Zynga Files for IPO

NEW YORK ( TheStreet) -- Zynga, creator of uber-popular Facebook games like FarmVille and CitiVille, filed for an initial public offering Friday to raise $1 billion.

The IPO, which comes on the heels of successful, buzzy offerings from other social media firms like LinkedIn ( LNKD) and Yandex ( YNDX), may rank as one of the largest IPOs of the year.

It is seeking a valuation for as much as $15 billion to $20 billion.

Zynga, which generates revenue through the sale of virtual goods in its games (like chicken coops in FarmVille), posted a profit last year of $90 million on sales of nearly $600 million, according to the company's S-1 form.

The company has 60 million active daily users across its games and 232 million monthly users.

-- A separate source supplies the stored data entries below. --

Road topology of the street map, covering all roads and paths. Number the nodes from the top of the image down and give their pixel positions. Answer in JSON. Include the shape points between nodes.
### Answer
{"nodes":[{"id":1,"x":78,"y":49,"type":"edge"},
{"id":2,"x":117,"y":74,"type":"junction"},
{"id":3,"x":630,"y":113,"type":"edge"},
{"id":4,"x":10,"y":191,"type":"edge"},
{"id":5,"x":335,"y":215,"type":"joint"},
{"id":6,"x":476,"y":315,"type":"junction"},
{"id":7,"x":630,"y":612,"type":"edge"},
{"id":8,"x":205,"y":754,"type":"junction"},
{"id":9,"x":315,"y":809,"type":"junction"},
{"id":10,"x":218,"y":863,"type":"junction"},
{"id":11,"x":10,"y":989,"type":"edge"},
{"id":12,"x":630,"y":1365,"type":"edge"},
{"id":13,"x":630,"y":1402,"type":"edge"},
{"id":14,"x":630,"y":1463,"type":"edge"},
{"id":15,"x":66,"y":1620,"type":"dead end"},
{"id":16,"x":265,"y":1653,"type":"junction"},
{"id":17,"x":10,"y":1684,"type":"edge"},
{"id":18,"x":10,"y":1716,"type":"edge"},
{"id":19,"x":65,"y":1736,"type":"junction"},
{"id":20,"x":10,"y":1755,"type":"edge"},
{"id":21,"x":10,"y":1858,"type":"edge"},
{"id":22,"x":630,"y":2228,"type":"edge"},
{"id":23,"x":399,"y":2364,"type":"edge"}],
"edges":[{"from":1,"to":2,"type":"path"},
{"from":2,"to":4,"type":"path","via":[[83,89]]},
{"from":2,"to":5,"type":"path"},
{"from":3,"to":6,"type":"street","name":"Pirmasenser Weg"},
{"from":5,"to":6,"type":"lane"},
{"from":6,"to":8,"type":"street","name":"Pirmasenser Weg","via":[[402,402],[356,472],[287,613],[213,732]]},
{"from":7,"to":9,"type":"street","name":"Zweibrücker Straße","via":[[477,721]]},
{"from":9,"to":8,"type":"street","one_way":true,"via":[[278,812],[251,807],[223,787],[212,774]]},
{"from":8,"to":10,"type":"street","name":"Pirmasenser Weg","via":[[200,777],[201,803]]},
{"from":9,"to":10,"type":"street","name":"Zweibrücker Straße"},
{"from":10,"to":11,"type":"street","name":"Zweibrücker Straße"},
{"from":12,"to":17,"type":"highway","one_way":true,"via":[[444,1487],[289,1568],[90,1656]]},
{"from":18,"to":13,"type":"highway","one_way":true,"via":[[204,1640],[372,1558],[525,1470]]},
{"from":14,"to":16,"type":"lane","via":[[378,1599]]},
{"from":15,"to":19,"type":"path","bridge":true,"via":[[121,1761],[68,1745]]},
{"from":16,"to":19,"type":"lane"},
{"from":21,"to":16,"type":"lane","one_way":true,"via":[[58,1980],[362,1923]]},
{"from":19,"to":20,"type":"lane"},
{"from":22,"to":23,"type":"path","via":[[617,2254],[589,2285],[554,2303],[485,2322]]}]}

"As we look to the future, we believe our core values will be key to our continued growth -- our goal is for everyone at Zynga to be a CEO with accountability and authority to drive important outcomes," said founder and CEO Mark Pincus, in a letter to shareholders included in the S-1. "We've endeavored to create an environment that fosters intelligent risk-taking in order to invent bold beats -- innovations that really advance the social gaming experience for our players."

Goldman Sachs and Morgan Stanley will serve as lead underwriters for the offering, along with Bank of America Merrill Lynch, Barclays Capital and J.P. Morgan as joint book-running managers. Allen & Co. will be senior co-manager.

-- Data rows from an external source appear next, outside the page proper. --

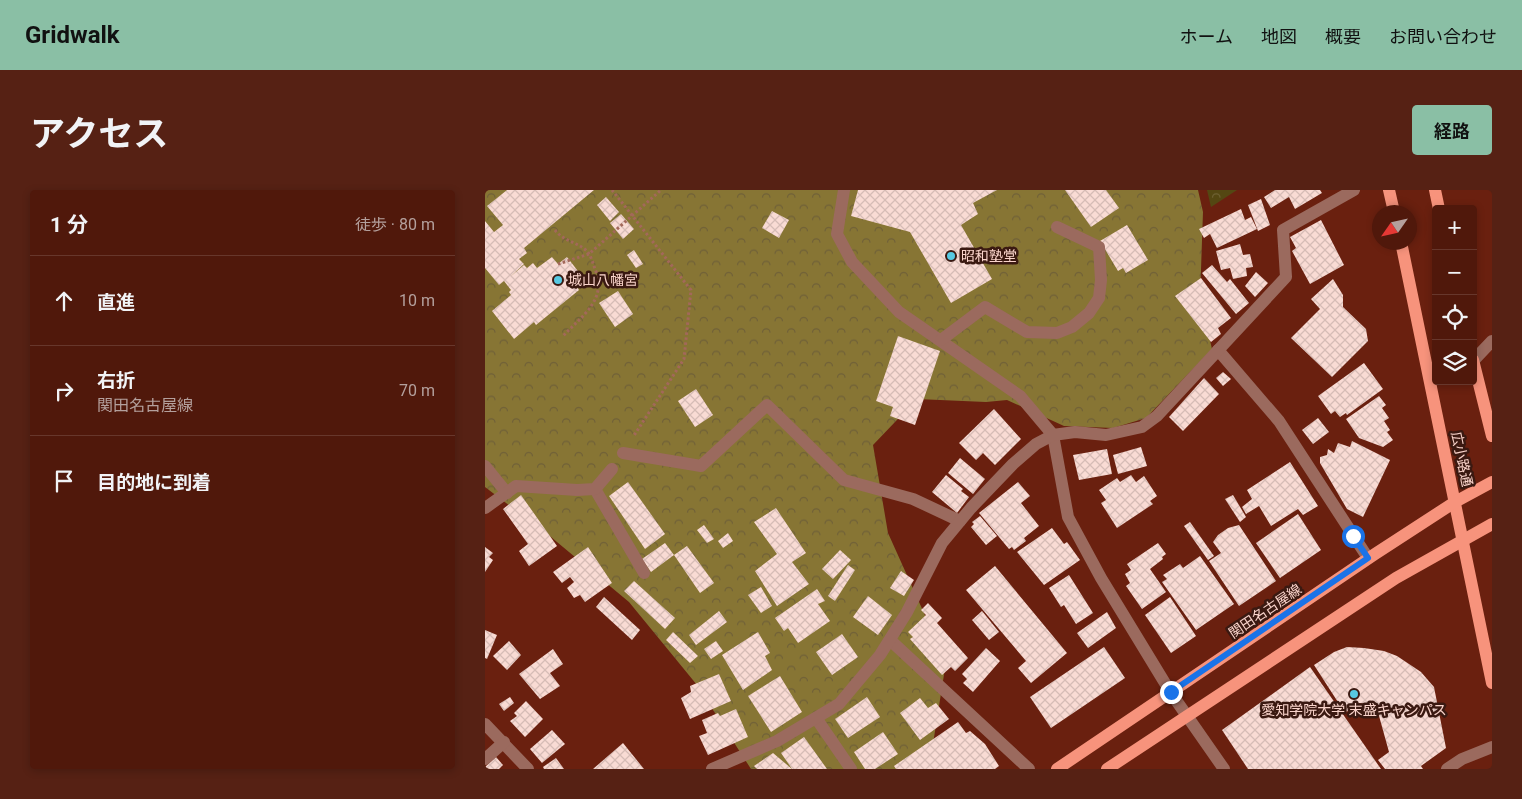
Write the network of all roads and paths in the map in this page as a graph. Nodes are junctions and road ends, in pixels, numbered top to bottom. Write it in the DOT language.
graph roads {
  1 [pos="613,190"];
  2 [pos="661,190"];
  3 [pos="844,190"];
  4 [pos="1354,190"];
  5 [pos="1389,190"];
  6 [pos="1435,190"];
  7 [pos="1392,205"];
  8 [pos="1438,205"];
  9 [pos="633,215"];
  10 [pos="1057,227"];
  11 [pos="555,230"];
  12 [pos="1403,250"];
  13 [pos="589,254"];
  14 [pos="558,264"];
  15 [pos="563,336"];
  16 [pos="941,340"];
  17 [pos="1492,341"];
  18 [pos="1219,350"];
  19 [pos="1477,356"];
  20 [pos="1477,376"];
  21 [pos="1053,435"];
  22 [pos="1492,436"];
  23 [pos="623,453"];
  24 [pos="485,466"];
  25 [pos="612,469"];
  26 [pos="1492,482"];
  27 [pos="595,489"];
  28 [pos="507,493"];
  29 [pos="1455,502"];
  30 [pos="485,508"];
  31 [pos="960,521"];
  32 [pos="1492,524"];
  33 [pos="1462,540"];
  34 [pos="1368,558"];
  35 [pos="644,573"];
  36 [pos="890,640"];
  37 [pos="1492,682"];
  38 [pos="1171,692"];
  39 [pos="1187,715"];
  40 [pos="816,718"];
  41 [pos="485,724"];
  42 [pos="504,742"];
  43 [pos="1492,747"];
  44 [pos="485,759"];
  45 [pos="528,769"];
  46 [pos="712,769"];
  47 [pos="851,769"];
  48 [pos="1029,769"];
  49 [pos="1057,769"];
  50 [pos="1107,769"];
  51 [pos="1224,769"];
  52 [pos="1447,769"];
  1 -- 9 [label="path"];
  2 -- 9 [label="path"];
  3 -- 16 [label="street"];
  4 -- 18 [label="street"];
  5 -- 7 [label="main road"];
  6 -- 8 [label="main road"];
  9 -- 13 [label="path"];
  9 -- 23 [label="path"];
  10 -- 16 [label="street"];
  11 -- 13 [label="path"];
  12 -- 29 [label="main road, 広小路通"];
  13 -- 14 [label="path"];
  13 -- 15 [label="path"];
  16 -- 21 [label="street"];
  17 -- 19 [label="street"];
  18 -- 21 [label="street"];
  18 -- 34 [label="street"];
  20 -- 22 [label="main road"];
  21 -- 31 [label="street"];
  21 -- 38 [label="street"];
  23 -- 31 [label="street"];
  24 -- 28 [label="street"];
  25 -- 27 [label="street"];
  26 -- 29 [label="main road, 関田名古屋線"];
  27 -- 28 [label="street"];
  27 -- 35 [label="street"];
  28 -- 30 [label="street"];
  29 -- 33 [label="main road, 広小路通"];
  29 -- 34 [label="main road, 関田名古屋線"];
  31 -- 36 [label="street"];
  32 -- 33 [label="main road"];
  33 -- 37 [label="main road, 広小路通"];
  33 -- 39 [label="main road"];
  34 -- 38 [label="main road, 関田名古屋線"];
  36 -- 40 [label="street"];
  36 -- 48 [label="street"];
  38 -- 39 [label="street"];
  38 -- 49 [label="main road, 関田名古屋線"];
  39 -- 50 [label="main road"];
  39 -- 51 [label="street"];
  40 -- 46 [label="street"];
  40 -- 47 [label="street"];
  41 -- 42 [label="street"];
  42 -- 44 [label="street"];
  42 -- 45 [label="street"];
  43 -- 52 [label="street"];
}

There's been some concern from tech watchers about Zynga's dependence on the Facebook platform. Last year, Zynga protested against demands from Facebook that the company adopt its Facebook Credits payment system within its games. Zynga eventually agreed to a five-year deal to use Facebook Credits.

Zynga, in turn, has been working to diversify its business further into mobile. The company is behind popular smartphone games like Words with Friends and Zynga Poker and on Wednesday inked a deal with AT&T ( T) to offer customized games and content to the carrier's customers.

In his letter, Pincus said to expect continued investment in servers and data centers, so that "players' farms, cities, islands, airplanes, triple words and empires can be available on all their devices in an instant."

Zynga's filing comes at a time when many large Web companies are looking to tap the public markets.

LinkedIn, which went public in May, saw shares more than double on its first day of trading. While shares fell in the days following the IPO, LinkedIn has rebounded and is now trading at around $94 -- more than double its offer price.

Pandora ( P), which debuted last month on the public markets, is trading at around $20, above its offer price of $16.

Daily deals company Groupon filed for a $750 million IPO last month, while near-term offerings from Facebook and LivingSocial are also expected.

"While I'm humbled by the size of the audience we enable to play today, we're just getting started," wrote Pincus. "Let's play."